TRENGGALEK lintasjatimnews – Upaya antisipasi bencana banjir terus dioptimalkan unsur TNI–Polri bersama pemerintah daerah di Kabupaten Trenggalek. Sinergi lintas sektor tersebut diwujudkan melalui kegiatan kerja bakti pembersihan saluran air di Kelurahan Kelutan, Kecamatan Trenggalek, Minggu (1/2/2026). Kegiatan ini melibatkan prajurit Koramil 0806-01/Trenggalek, Bhabinkamtibmas, perangkat kelurahan, serta masyarakat setempat.
Sejak pagi hari, suasana Kelurahan Kelutan tampak lebih ramai dari biasanya. Embun pagi yang masih menyelimuti kawasan tersebut menjadi saksi kebersamaan aparat dan warga yang bahu membahu membersihkan saluran air dari endapan lumpur, dedaunan, hingga tumpukan sampah rumah tangga. Aktivitas ini menjadi langkah nyata dalam meminimalisasi potensi genangan air di tengah meningkatnya intensitas hujan.
Kelurahan Kelutan dikenal sebagai salah satu wilayah yang memiliki tingkat kerentanan terhadap banjir di Kabupaten Trenggalek. Letak geografisnya yang berseberangan langsung dengan aliran Sungai Ngasinan membuat kawasan ini kerap terdampak luapan air saat curah hujan tinggi. Kondisi tersebut menjadi perhatian serius aparat teritorial dan pemerintah daerah.
Bati Bakti TNI Koramil 0806-01/Trenggalek, Serka Siswanto, menjelaskan bahwa Sungai Ngasinan merupakan jalur aliran air yang cukup besar di wilayah tersebut. Ketika debit air meningkat akibat hujan deras dan kapasitas sungai tidak mampu menampung aliran, air berpotensi meluap hingga ke permukiman warga di sekitarnya.
Menurutnya, pembersihan saluran air merupakan langkah awal yang sederhana namun sangat efektif dalam mitigasi bencana banjir. Saluran yang tersumbat sampah dan sedimentasi dapat memperlambat aliran air sehingga memicu genangan yang berujung pada banjir, khususnya di kawasan pemukiman padat penduduk.
Kegiatan kerja bakti ini juga memperlihatkan kekompakan antara anggota TNI, Polri, dan masyarakat.
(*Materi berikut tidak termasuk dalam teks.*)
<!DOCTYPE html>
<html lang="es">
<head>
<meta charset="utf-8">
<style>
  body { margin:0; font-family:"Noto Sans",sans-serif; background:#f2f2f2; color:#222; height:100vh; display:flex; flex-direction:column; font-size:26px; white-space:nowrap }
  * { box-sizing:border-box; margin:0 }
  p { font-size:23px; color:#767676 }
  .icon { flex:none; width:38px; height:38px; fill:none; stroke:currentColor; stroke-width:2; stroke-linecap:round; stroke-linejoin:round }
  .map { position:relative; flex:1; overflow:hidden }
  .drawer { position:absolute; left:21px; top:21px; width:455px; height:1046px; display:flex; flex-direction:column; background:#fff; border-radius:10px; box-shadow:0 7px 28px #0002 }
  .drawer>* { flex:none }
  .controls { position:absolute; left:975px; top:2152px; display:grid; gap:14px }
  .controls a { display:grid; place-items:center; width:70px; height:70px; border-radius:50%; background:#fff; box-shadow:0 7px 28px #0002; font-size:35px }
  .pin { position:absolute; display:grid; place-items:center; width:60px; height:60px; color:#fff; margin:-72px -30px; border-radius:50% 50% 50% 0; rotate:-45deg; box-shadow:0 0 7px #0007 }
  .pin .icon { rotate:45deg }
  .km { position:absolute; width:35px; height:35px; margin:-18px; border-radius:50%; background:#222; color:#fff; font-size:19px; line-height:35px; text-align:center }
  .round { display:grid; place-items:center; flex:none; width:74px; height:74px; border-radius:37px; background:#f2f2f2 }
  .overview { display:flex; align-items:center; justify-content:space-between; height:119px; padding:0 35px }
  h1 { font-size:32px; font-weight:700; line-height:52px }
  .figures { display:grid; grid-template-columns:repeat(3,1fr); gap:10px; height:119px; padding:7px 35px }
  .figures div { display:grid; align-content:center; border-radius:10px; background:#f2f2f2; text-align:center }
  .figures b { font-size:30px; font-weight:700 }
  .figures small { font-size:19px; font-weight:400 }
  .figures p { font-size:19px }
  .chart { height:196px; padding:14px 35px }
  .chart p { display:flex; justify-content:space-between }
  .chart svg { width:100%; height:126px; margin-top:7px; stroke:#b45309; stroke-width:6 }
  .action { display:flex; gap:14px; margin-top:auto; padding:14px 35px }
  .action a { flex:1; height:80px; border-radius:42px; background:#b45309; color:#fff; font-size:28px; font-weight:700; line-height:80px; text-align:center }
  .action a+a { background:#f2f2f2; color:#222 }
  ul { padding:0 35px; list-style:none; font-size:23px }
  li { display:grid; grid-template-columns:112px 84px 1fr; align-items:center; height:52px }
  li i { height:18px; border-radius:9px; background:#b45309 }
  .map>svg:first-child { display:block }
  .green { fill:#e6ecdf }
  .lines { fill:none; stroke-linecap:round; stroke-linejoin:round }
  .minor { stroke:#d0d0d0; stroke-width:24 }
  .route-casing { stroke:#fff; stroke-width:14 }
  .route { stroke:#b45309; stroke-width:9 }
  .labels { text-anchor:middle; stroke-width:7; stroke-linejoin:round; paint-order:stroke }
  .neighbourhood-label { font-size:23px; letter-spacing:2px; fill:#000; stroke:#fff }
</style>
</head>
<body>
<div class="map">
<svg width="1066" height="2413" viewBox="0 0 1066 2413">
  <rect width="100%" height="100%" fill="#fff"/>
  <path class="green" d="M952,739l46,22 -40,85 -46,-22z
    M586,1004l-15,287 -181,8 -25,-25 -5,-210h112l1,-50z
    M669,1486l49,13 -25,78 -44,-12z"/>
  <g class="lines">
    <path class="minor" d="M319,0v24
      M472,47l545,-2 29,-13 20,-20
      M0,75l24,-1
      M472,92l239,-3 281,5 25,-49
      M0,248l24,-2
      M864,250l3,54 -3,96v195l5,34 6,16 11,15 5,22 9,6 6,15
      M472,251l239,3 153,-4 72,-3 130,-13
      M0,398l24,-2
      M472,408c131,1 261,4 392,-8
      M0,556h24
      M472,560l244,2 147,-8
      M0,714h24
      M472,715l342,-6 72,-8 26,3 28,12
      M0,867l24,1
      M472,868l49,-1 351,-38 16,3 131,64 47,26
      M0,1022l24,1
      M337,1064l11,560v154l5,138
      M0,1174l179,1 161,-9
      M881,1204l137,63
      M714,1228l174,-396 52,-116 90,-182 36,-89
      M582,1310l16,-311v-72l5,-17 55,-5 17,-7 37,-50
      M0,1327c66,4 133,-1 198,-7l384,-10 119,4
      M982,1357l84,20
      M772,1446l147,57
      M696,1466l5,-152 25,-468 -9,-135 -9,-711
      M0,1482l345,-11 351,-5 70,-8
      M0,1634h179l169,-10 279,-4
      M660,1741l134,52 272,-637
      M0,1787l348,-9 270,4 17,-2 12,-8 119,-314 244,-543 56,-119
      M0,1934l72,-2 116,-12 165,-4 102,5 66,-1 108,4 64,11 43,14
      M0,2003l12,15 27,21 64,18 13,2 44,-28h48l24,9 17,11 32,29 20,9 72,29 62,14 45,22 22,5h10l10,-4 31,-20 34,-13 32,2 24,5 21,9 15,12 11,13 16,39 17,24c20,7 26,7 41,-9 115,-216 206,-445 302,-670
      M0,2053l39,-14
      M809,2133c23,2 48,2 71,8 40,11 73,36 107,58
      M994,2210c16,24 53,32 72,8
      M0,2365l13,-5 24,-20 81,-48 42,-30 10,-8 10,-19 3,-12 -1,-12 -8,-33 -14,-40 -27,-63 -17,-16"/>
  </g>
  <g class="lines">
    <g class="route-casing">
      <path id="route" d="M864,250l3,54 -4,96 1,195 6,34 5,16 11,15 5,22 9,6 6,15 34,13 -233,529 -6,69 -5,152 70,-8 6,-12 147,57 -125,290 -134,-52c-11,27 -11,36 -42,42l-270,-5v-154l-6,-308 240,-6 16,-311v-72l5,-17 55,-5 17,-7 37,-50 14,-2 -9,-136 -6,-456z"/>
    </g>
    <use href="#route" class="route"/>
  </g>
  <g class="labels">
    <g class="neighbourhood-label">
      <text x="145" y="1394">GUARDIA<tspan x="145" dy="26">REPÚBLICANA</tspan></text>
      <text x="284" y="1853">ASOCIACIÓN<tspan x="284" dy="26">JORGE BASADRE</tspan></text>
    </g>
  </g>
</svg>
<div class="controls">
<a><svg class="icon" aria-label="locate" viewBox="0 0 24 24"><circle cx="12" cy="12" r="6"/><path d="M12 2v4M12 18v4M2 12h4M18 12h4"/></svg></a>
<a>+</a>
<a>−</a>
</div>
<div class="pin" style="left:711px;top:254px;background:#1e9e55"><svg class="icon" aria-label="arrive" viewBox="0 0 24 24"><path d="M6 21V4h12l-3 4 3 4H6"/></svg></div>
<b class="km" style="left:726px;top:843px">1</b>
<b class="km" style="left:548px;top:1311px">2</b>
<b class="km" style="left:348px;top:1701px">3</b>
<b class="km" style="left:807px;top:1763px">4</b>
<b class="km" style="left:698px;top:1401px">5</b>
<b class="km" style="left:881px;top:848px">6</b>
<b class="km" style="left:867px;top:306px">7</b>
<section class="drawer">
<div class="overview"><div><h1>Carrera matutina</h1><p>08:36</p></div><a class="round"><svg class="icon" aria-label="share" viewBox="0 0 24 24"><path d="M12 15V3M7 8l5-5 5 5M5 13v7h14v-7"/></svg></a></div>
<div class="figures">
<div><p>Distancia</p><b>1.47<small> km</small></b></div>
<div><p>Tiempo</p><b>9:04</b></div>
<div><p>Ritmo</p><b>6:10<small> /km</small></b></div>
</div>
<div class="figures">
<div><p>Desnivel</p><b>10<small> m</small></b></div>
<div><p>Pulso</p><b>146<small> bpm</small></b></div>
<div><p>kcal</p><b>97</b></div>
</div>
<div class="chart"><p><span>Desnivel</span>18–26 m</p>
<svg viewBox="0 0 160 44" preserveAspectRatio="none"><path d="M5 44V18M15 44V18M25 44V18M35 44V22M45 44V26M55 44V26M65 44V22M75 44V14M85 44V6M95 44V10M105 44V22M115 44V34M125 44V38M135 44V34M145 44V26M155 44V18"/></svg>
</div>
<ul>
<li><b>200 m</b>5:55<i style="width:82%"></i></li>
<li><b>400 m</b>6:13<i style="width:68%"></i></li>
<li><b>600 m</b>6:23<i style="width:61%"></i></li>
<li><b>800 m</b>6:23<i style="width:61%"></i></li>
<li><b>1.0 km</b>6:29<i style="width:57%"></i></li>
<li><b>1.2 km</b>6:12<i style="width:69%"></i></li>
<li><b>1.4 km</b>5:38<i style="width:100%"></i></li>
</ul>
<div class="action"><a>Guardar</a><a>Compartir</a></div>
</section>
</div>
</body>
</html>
Tanpa sekat, seluruh elemen bergotong royong mengangkat sampah, mengeruk lumpur, serta memastikan aliran air kembali lancar. Semangat kebersamaan yang ditunjukkan menjadi cerminan kuatnya budaya gotong royong masyarakat Trenggalek.
Serka Siswanto menegaskan keterlibatan warga merupakan kunci utama keberhasilan kegiatan mitigasi lingkungan semacam ini. Ia mengajak seluruh masyarakat Kelurahan Kelutan untuk terus menjaga kebersihan lingkungan dan rutin melaksanakan kerja bakti, khususnya di wilayah RT 01 hingga RT 14 yang berada di sekitar aliran sungai.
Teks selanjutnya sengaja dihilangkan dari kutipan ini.